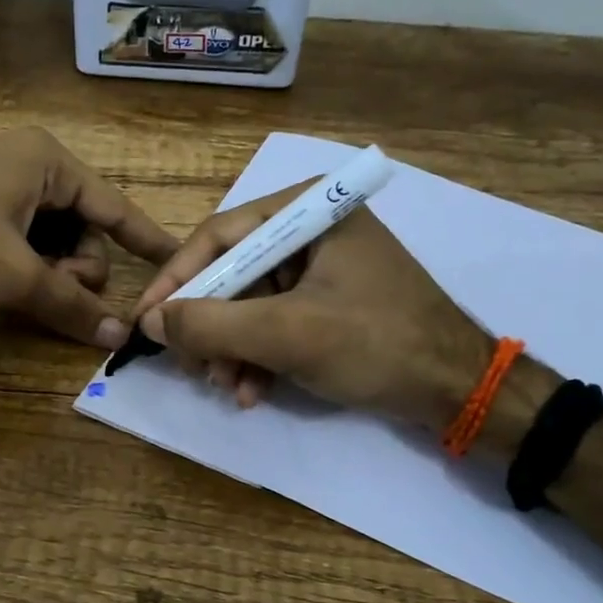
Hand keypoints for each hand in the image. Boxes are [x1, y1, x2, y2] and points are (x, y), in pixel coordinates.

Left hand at [0, 128, 177, 347]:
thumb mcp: (14, 276)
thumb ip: (70, 305)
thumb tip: (119, 338)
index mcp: (50, 164)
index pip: (116, 207)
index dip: (148, 240)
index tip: (180, 262)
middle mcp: (33, 164)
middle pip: (83, 228)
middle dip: (72, 267)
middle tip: (47, 289)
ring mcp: (4, 181)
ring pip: (54, 238)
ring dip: (48, 270)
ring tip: (17, 286)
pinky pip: (27, 236)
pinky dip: (26, 262)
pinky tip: (3, 279)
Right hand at [132, 183, 491, 420]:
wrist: (459, 389)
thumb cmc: (376, 345)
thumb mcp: (286, 334)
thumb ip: (211, 324)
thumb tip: (149, 321)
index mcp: (307, 210)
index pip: (219, 237)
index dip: (175, 281)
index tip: (144, 320)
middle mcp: (310, 228)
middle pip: (232, 273)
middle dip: (209, 327)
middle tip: (193, 368)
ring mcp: (320, 266)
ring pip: (248, 304)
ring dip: (231, 350)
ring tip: (229, 388)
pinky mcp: (328, 301)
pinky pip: (273, 322)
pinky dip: (257, 356)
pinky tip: (253, 391)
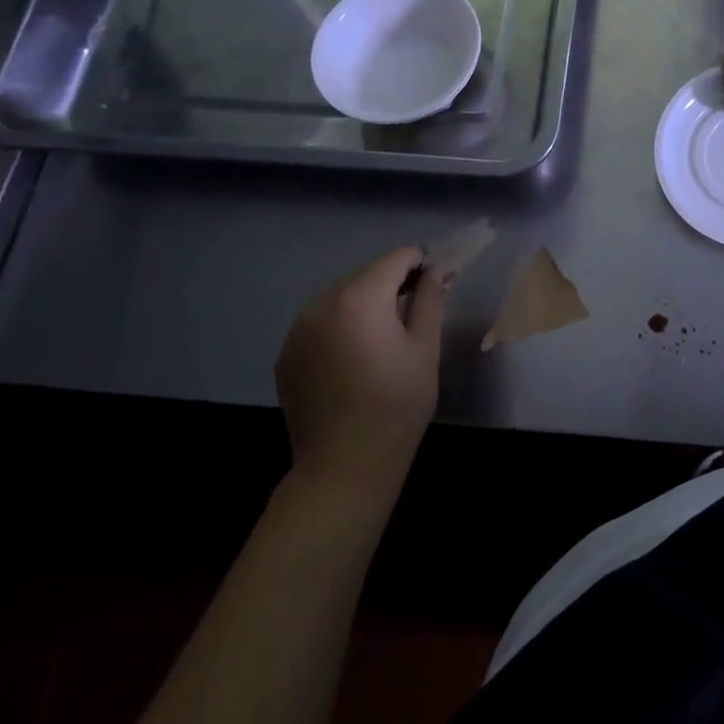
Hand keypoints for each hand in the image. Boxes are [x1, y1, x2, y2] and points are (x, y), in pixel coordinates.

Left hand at [274, 245, 446, 485]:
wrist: (343, 465)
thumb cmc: (397, 403)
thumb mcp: (425, 348)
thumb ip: (430, 300)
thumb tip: (436, 270)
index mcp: (359, 297)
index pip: (396, 258)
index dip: (421, 262)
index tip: (437, 281)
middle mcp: (321, 303)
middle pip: (365, 274)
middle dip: (392, 282)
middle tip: (416, 309)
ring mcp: (297, 329)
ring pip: (340, 297)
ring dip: (364, 303)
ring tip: (384, 334)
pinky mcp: (286, 354)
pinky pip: (320, 322)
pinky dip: (341, 325)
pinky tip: (355, 356)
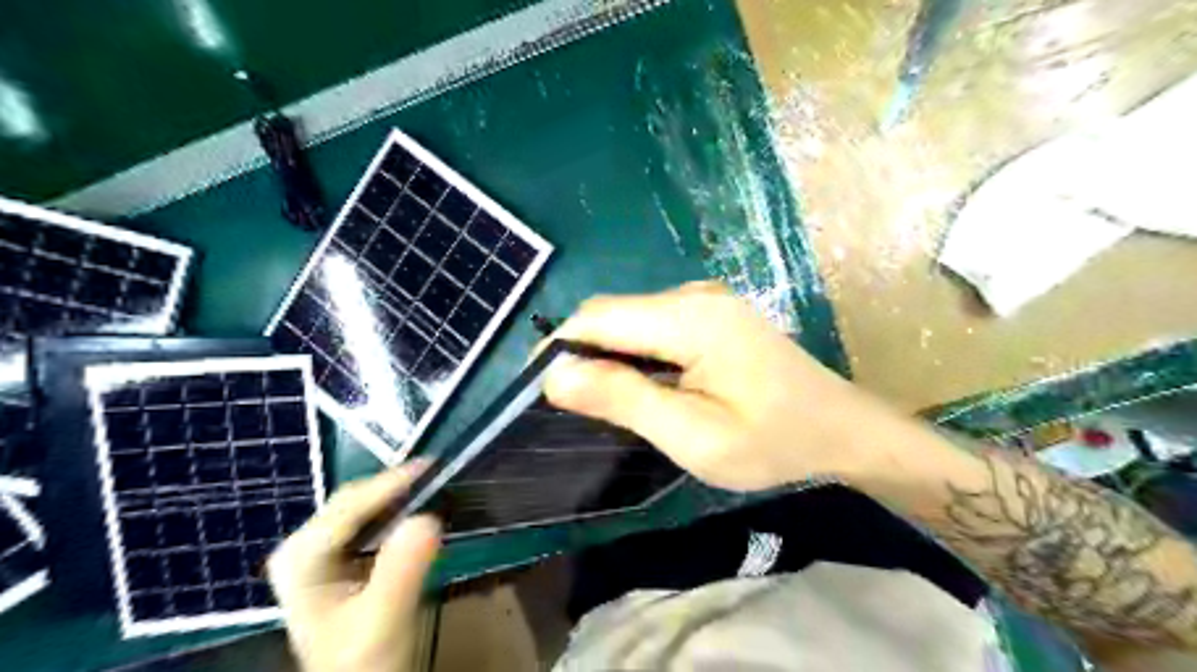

______________________________

_Task statement_
Transcribe all records verbatim, no pictures.

_Task response_
Hand keypoints for each hand in the image. Boxes are [x1, y1, x2, y2] and points are (x, y), in pixel coordinates.

Left hand at [0, 128, 177, 347]:
thumb mcp: (14, 276)
thumb ip: (70, 305)
thumb tip: (119, 338)
index mcp: (50, 164)
index pip: (116, 207)
index dip: (148, 240)
index tip: (180, 262)
middle mcp: (33, 164)
middle pip: (83, 228)
middle dip: (72, 267)
middle tip: (47, 289)
ring mcp: (4, 181)
ring pip: (54, 238)
ring dip: (48, 270)
ring tip: (17, 286)
pinky pip: (27, 236)
pinky dip: (26, 262)
pinky tip: (3, 279)
Right hand at [132, 183, 491, 420]:
wrist: (459, 389)
thumb cmc: (376, 345)
thumb mcp: (286, 334)
thumb ip: (211, 324)
thumb tip: (149, 321)
index mcp: (307, 210)
index pip: (219, 237)
index dip: (175, 281)
index tip: (144, 320)
middle mcp: (310, 228)
middle pip: (232, 273)
middle dip: (209, 327)
middle tip: (193, 368)
ring mcp: (320, 266)
ring pip: (248, 304)
ring dip: (231, 350)
ring tip: (229, 388)
pinky mcp: (328, 301)
pinky pip: (273, 322)
pinky dip: (257, 356)
pinky tip: (253, 391)
Hand keypoints for each hand in the image. Boxes are [x1, y1, x2, y2] and points are (x, y), in pixel coordinates.

Left hand at [274, 245, 446, 485]:
wrist: (343, 465)
thumb cmc: (397, 403)
thumb mcp: (425, 348)
thumb ip: (430, 300)
thumb tip: (436, 270)
index mcp: (359, 297)
index pip: (396, 258)
index dip: (421, 262)
index tip: (437, 281)
middle mcp: (321, 303)
middle pip: (365, 274)
middle dip: (392, 282)
middle tip: (416, 309)
ring mcp: (297, 329)
ring pip: (340, 297)
ring dip: (364, 303)
ring tip: (384, 334)
pinky mcp: (286, 354)
pinky pip: (320, 322)
pinky dip: (341, 325)
pinky tip: (355, 356)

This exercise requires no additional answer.